Saved data entries:
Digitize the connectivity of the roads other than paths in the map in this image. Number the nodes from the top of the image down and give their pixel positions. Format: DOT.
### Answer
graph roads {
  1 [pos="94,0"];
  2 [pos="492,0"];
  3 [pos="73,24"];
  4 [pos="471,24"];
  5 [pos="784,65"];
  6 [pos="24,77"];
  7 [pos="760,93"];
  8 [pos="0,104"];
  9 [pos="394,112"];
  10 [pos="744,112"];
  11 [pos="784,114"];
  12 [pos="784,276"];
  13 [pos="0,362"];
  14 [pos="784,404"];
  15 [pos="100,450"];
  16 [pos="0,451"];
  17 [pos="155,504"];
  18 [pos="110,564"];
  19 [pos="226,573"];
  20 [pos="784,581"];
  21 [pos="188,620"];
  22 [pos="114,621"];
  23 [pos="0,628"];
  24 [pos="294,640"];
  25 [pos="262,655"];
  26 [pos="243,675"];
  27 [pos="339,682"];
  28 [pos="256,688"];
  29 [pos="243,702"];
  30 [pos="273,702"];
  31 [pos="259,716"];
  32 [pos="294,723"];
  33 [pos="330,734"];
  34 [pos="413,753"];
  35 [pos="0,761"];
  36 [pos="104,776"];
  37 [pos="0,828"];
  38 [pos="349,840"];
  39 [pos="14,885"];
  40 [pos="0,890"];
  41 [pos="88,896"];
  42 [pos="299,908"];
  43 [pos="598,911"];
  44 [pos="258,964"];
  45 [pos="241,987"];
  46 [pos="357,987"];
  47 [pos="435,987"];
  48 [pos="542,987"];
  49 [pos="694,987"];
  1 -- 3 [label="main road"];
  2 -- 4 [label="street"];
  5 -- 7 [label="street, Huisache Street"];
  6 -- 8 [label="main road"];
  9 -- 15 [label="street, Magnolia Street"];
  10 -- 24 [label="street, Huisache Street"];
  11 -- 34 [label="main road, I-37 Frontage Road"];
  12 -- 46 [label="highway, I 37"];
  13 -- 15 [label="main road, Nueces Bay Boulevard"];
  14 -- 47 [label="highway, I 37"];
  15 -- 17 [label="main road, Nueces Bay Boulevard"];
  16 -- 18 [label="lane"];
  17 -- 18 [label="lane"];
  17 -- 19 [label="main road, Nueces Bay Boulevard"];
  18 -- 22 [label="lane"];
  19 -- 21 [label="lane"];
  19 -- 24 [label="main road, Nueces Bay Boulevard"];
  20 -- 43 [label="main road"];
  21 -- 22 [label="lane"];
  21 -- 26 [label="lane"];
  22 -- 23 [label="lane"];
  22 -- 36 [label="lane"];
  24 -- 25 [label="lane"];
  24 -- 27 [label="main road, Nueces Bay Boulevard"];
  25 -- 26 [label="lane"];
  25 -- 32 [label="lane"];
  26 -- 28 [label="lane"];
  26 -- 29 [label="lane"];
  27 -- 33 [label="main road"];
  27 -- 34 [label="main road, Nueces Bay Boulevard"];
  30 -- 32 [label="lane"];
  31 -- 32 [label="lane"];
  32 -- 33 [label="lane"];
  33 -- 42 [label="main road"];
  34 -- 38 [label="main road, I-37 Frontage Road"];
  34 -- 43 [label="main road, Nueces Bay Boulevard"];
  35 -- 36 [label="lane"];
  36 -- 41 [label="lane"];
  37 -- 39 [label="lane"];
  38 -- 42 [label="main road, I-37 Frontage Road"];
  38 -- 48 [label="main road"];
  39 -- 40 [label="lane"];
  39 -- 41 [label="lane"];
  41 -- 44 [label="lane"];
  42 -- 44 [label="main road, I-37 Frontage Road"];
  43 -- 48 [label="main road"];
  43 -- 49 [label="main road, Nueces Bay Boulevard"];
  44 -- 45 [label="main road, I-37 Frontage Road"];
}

THE TASK
Count every line that holds the word "street" in the entries, and state the result alone.

WRITTEN REPLY
4